* **Your assignment**:
Every entry needs to appear again exactly as written below.

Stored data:

○ ○ ○ ○

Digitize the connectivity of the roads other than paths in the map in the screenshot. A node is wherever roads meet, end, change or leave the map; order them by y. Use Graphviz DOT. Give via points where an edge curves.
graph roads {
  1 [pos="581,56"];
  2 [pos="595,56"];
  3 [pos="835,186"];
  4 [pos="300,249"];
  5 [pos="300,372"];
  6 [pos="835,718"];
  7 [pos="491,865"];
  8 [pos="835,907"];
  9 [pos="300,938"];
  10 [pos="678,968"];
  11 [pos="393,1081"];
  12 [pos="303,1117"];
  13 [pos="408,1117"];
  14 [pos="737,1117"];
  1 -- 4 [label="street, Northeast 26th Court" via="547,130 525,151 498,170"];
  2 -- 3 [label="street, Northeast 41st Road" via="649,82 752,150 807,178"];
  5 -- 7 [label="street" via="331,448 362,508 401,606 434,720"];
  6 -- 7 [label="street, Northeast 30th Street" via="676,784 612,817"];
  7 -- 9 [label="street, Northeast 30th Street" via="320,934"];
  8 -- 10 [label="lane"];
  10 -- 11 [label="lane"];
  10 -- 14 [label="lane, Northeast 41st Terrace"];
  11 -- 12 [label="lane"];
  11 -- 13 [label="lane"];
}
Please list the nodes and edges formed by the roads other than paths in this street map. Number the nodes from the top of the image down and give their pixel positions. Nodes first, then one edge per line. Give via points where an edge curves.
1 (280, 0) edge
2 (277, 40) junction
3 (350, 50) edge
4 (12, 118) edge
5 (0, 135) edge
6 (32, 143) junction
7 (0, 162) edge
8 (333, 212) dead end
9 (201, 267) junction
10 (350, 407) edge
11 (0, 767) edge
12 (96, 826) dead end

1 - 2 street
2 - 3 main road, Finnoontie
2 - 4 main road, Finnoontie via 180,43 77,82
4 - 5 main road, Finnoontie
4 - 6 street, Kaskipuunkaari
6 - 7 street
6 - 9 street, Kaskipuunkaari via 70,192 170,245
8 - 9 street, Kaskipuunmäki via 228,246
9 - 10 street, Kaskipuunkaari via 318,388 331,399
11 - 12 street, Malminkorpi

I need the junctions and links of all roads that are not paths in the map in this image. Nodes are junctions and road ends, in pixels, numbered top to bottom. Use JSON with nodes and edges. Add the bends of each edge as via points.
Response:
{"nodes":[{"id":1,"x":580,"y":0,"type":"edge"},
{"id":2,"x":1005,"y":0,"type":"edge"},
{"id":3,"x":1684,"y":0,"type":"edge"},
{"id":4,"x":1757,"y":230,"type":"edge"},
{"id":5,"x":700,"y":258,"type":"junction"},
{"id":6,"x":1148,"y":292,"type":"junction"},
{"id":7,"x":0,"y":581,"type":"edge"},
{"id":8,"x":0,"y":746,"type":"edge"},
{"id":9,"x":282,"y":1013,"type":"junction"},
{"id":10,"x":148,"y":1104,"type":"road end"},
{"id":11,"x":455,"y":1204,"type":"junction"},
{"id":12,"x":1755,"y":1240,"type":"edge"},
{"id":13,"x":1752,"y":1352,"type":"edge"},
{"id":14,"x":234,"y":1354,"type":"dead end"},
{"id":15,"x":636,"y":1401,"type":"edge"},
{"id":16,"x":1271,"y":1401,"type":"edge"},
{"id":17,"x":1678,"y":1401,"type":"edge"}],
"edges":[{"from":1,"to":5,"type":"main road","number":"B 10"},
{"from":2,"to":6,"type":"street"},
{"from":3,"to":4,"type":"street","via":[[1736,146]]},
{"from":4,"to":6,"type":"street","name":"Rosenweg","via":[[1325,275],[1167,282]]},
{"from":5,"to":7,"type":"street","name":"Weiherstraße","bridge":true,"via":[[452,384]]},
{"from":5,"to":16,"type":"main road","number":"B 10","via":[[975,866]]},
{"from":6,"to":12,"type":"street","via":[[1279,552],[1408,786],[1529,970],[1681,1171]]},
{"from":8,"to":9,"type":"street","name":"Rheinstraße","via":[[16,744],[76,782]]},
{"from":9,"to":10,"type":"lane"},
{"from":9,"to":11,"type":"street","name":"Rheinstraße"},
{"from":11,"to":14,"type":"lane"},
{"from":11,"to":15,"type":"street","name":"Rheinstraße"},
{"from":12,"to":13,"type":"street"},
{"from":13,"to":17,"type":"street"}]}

○ ○ ○ ○

* **Task solution**:
Digitize the connectivity of the roads other than paths in the map in the screenshot. A node is wherever roads meet, end, change or leave the map; order them by y. Use Graphviz DOT. Give via points where an edge curves.
graph roads {
  1 [pos="581,56"];
  2 [pos="595,56"];
  3 [pos="835,186"];
  4 [pos="300,249"];
  5 [pos="300,372"];
  6 [pos="835,718"];
  7 [pos="491,865"];
  8 [pos="835,907"];
  9 [pos="300,938"];
  10 [pos="678,968"];
  11 [pos="393,1081"];
  12 [pos="303,1117"];
  13 [pos="408,1117"];
  14 [pos="737,1117"];
  1 -- 4 [label="street, Northeast 26th Court" via="547,130 525,151 498,170"];
  2 -- 3 [label="street, Northeast 41st Road" via="649,82 752,150 807,178"];
  5 -- 7 [label="street" via="331,448 362,508 401,606 434,720"];
  6 -- 7 [label="street, Northeast 30th Street" via="676,784 612,817"];
  7 -- 9 [label="street, Northeast 30th Street" via="320,934"];
  8 -- 10 [label="lane"];
  10 -- 11 [label="lane"];
  10 -- 14 [label="lane, Northeast 41st Terrace"];
  11 -- 12 [label="lane"];
  11 -- 13 [label="lane"];
}
Please list the nodes and edges formed by the roads other than paths in this street map. Number the nodes from the top of the image down and give their pixel positions. Nodes first, then one edge per line. Give via points where an edge curves.
1 (280, 0) edge
2 (277, 40) junction
3 (350, 50) edge
4 (12, 118) edge
5 (0, 135) edge
6 (32, 143) junction
7 (0, 162) edge
8 (333, 212) dead end
9 (201, 267) junction
10 (350, 407) edge
11 (0, 767) edge
12 (96, 826) dead end

1 - 2 street
2 - 3 main road, Finnoontie
2 - 4 main road, Finnoontie via 180,43 77,82
4 - 5 main road, Finnoontie
4 - 6 street, Kaskipuunkaari
6 - 7 street
6 - 9 street, Kaskipuunkaari via 70,192 170,245
8 - 9 street, Kaskipuunmäki via 228,246
9 - 10 street, Kaskipuunkaari via 318,388 331,399
11 - 12 street, Malminkorpi

I need the junctions and links of all roads that are not paths in the map in this image. Nodes are junctions and road ends, in pixels, numbered top to bottom. Use JSON with nodes and edges. Add the bends of each edge as via points.
Response:
{"nodes":[{"id":1,"x":580,"y":0,"type":"edge"},
{"id":2,"x":1005,"y":0,"type":"edge"},
{"id":3,"x":1684,"y":0,"type":"edge"},
{"id":4,"x":1757,"y":230,"type":"edge"},
{"id":5,"x":700,"y":258,"type":"junction"},
{"id":6,"x":1148,"y":292,"type":"junction"},
{"id":7,"x":0,"y":581,"type":"edge"},
{"id":8,"x":0,"y":746,"type":"edge"},
{"id":9,"x":282,"y":1013,"type":"junction"},
{"id":10,"x":148,"y":1104,"type":"road end"},
{"id":11,"x":455,"y":1204,"type":"junction"},
{"id":12,"x":1755,"y":1240,"type":"edge"},
{"id":13,"x":1752,"y":1352,"type":"edge"},
{"id":14,"x":234,"y":1354,"type":"dead end"},
{"id":15,"x":636,"y":1401,"type":"edge"},
{"id":16,"x":1271,"y":1401,"type":"edge"},
{"id":17,"x":1678,"y":1401,"type":"edge"}],
"edges":[{"from":1,"to":5,"type":"main road","number":"B 10"},
{"from":2,"to":6,"type":"street"},
{"from":3,"to":4,"type":"street","via":[[1736,146]]},
{"from":4,"to":6,"type":"street","name":"Rosenweg","via":[[1325,275],[1167,282]]},
{"from":5,"to":7,"type":"street","name":"Weiherstraße","bridge":true,"via":[[452,384]]},
{"from":5,"to":16,"type":"main road","number":"B 10","via":[[975,866]]},
{"from":6,"to":12,"type":"street","via":[[1279,552],[1408,786],[1529,970],[1681,1171]]},
{"from":8,"to":9,"type":"street","name":"Rheinstraße","via":[[16,744],[76,782]]},
{"from":9,"to":10,"type":"lane"},
{"from":9,"to":11,"type":"street","name":"Rheinstraße"},
{"from":11,"to":14,"type":"lane"},
{"from":11,"to":15,"type":"street","name":"Rheinstraße"},
{"from":12,"to":13,"type":"street"},
{"from":13,"to":17,"type":"street"}]}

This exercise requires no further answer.